As it turned out, all she needed to do was spit into a tube. Now, she feels a duty to share her experience with fans in order to draw awareness to just how easy it can be to take your health into your own hands.
“People don’t know,” Wade says. “They don’t. I’ve met so many people and they’re like, ‘My mom had breast cancer,’ and now they’re going to get tested and [are] finding out, ‘Oh my gosh, I do have it.’ They just don’t know how accessible this stuff is."
She continues: "I’ve had so many amazing people reach out that have been through this process or have gotten tested to find out they do have the gene and they’re grateful for that knowledge.”

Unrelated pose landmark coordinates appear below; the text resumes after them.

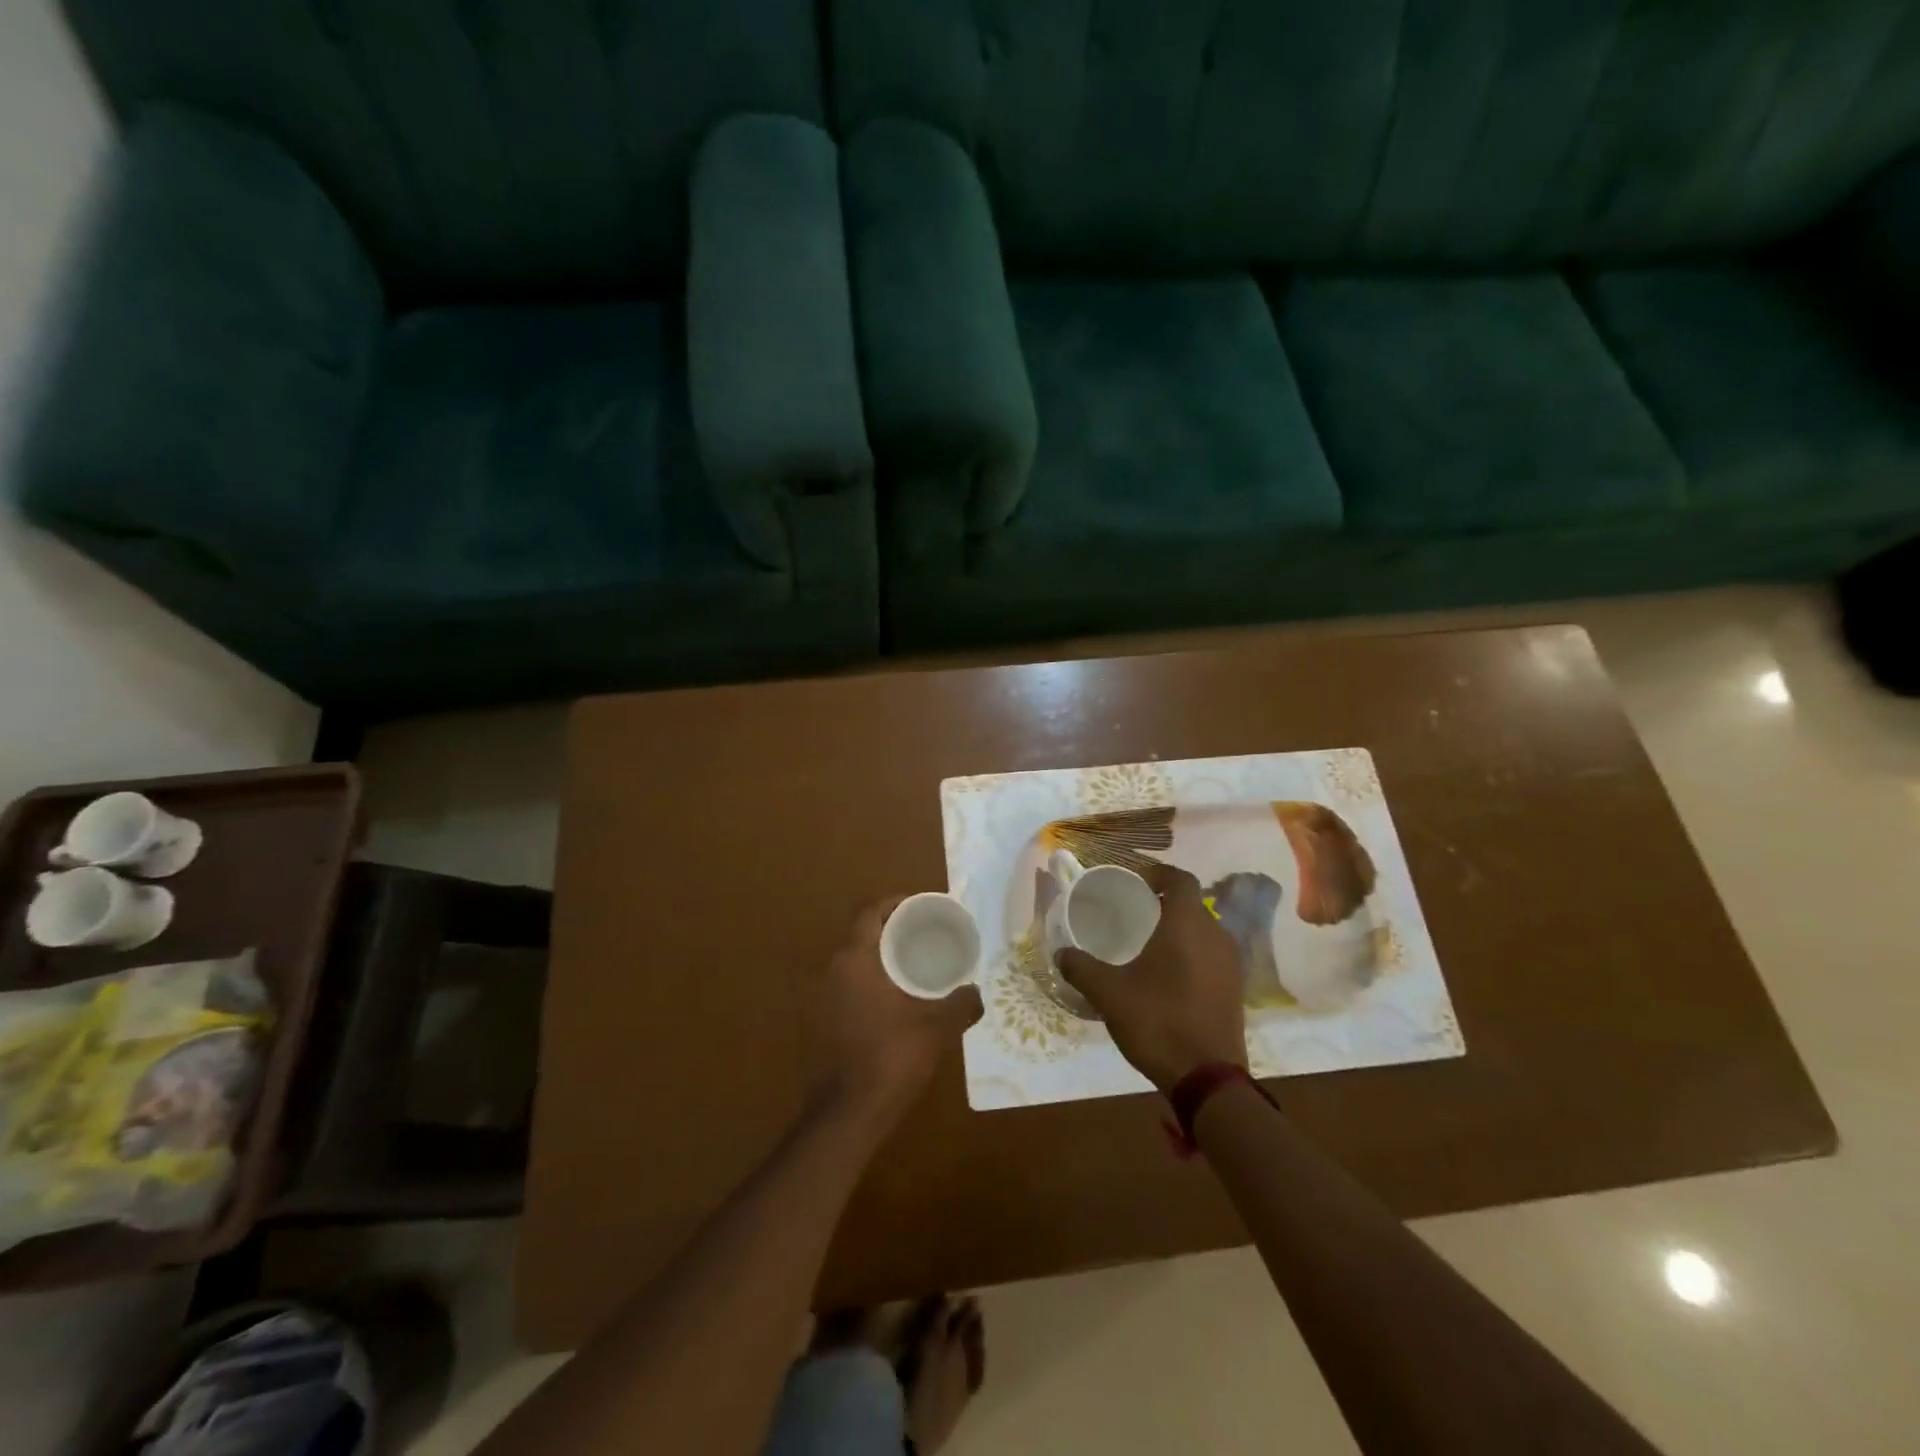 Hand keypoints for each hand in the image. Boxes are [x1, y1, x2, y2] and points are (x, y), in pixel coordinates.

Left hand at [809, 897, 982, 1127]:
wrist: (846, 1115)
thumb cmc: (890, 1059)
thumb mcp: (935, 1028)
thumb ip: (960, 1005)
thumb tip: (977, 994)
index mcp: (854, 959)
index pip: (869, 911)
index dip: (894, 903)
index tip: (920, 907)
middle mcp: (831, 970)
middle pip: (861, 934)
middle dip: (891, 930)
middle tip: (924, 936)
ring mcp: (819, 997)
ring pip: (852, 962)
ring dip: (878, 959)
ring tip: (912, 967)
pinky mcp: (817, 1022)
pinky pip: (845, 987)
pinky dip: (867, 983)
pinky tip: (892, 1002)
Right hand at [1056, 863, 1246, 1093]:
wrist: (1208, 1078)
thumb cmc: (1158, 1022)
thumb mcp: (1109, 994)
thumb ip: (1082, 968)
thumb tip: (1061, 953)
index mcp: (1186, 925)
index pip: (1180, 879)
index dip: (1158, 873)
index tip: (1136, 880)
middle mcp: (1215, 935)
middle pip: (1192, 904)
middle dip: (1166, 902)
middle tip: (1136, 911)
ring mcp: (1230, 964)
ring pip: (1204, 930)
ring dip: (1180, 929)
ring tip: (1150, 943)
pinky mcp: (1235, 989)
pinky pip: (1212, 955)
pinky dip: (1192, 953)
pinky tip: (1170, 975)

Though the singer-songwriter says she’s received some criticism for her decision to undergo a preventative mastectomy, she feels confident it’s right for her.
“People are like, ‘Well, what if you never got cancer?’” she says. “I was like, ‘Well, I won’t know because I’m going to do the procedure and then not worry about it.’ If you have the opportunity to prevent something, prevent it. That’s the choice that I want to make.”
As she prepares for her surgery in the fall, Wade is currently focused on the release of her latest record, which puts her gritty Americana sound on display.
“With this record, I put a lot of pressure on myself. It was harder to write just because it’s the second one, so a lot of eyes are on this. Was the first one just lucky? Did I just get lucky that it turned out great?” she says. “But the process was the same. I can’t just write to write. Everything that’s on there I wrote and I put heart into it. I try to be as authentic as possible.”